Support gets woken up when SilverStripe servers become unavailable due to high load events caused by crawlers (which come in the night, as everyone who has been on call knows).
Even a single (legitimate or not) crawler can bring a server down because of SilverStripe's ready availability of URL endpoints that eat all the CPU.
WAF products can be used to provide an interface for support people to block certain IPs, or even IP classes. It works well but:
- it's reactive. Support still gets woken up, and it works only until next time some other crawler hits the site
- and then someone forgets to remove the blacklist and it locks out a legitimate user.
Another option is to use nginx to throttle access. However support still gets woken up, because:
-
throttling level can only be configured in requests per second (RPS), and it must be tweaked manually depending on the individual site performance. Nobody does this in practice, and there is no single magic value of requests per second that'd fit all
-
moreover, selecting values is made harder when static assets are co-located with dynamic requests. We can't decide by URL only which requests are dynamic and which static - people sometimes put PHP files in assets and media in modules.
-
worse yet, even conservative values could still interfere with users making requests from behind a NAT. This happens on sites heavily used by a single organisation, where all requests come from their gateway.
-
lastly, nginx LimitReqModule only permits throttling per IP out of the box. Or so I think. I guess it can be done with some hacking using geo module, but anyway we still have the aforementioned problems to deal with.

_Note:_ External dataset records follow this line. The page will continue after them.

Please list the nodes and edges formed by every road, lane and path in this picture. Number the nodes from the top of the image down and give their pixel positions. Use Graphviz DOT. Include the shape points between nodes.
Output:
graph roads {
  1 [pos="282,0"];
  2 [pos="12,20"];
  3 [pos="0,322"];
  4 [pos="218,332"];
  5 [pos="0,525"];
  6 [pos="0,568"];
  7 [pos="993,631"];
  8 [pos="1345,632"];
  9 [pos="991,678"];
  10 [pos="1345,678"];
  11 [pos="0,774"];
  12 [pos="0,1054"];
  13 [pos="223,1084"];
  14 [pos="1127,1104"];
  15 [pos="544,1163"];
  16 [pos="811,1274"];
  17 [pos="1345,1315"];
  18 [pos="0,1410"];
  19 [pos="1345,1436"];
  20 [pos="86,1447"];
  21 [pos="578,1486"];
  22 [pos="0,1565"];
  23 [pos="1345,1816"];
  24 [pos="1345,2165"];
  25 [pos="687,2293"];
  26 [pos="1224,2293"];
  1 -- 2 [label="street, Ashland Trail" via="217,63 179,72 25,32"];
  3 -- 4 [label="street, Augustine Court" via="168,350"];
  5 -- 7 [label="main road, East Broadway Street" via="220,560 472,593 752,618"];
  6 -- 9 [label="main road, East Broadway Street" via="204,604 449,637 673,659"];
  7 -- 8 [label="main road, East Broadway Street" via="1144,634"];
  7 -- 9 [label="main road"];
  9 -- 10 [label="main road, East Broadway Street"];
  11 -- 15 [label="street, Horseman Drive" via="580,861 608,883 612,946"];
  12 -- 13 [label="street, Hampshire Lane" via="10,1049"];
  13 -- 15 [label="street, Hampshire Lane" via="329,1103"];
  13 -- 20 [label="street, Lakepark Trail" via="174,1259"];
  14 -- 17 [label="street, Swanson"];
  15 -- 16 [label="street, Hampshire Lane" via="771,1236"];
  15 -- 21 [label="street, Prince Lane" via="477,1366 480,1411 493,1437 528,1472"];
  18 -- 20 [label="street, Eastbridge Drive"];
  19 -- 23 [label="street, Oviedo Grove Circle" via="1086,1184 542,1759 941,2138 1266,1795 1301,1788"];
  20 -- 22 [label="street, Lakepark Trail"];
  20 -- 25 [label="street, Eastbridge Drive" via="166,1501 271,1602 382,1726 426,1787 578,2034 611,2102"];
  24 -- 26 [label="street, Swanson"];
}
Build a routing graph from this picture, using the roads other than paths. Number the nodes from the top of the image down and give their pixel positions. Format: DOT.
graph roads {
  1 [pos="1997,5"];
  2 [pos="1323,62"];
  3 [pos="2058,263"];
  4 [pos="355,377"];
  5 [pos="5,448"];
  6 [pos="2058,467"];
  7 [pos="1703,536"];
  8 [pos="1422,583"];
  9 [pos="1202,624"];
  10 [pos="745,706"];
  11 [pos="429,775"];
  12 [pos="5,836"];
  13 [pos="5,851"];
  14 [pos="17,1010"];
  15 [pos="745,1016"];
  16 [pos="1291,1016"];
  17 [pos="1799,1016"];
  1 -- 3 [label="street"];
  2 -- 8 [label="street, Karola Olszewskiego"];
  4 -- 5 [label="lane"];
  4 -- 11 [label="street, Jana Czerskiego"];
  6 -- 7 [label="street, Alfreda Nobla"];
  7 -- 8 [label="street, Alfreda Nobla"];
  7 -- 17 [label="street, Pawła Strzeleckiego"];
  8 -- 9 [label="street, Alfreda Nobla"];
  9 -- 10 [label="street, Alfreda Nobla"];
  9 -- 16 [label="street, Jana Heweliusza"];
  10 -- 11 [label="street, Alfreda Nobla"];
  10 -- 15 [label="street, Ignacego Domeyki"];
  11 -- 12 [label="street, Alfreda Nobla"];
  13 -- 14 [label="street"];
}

Yet another approach is limiting the amount of available Apache workers. This doesn't work in practice either: it favours clients making the largest amount of requests. "Slow lane" users (such as the actual humans) get starved out by crawlers - again. Dreaded "DOWN" text message arrives again.
Here is an observation:
Response wall time for all web requests is readily available. It's easy to distinguish "slow" requests from "fast" requests.
Regular nginx ratelimiting is performed based on the quantity of requests. But what if instead we throttled based on the CPU time consumed by the request? Suddenly we would be able to see who is overloading the server, and we could partition the offenders away from other users automatically, without having to tweak the RPS values.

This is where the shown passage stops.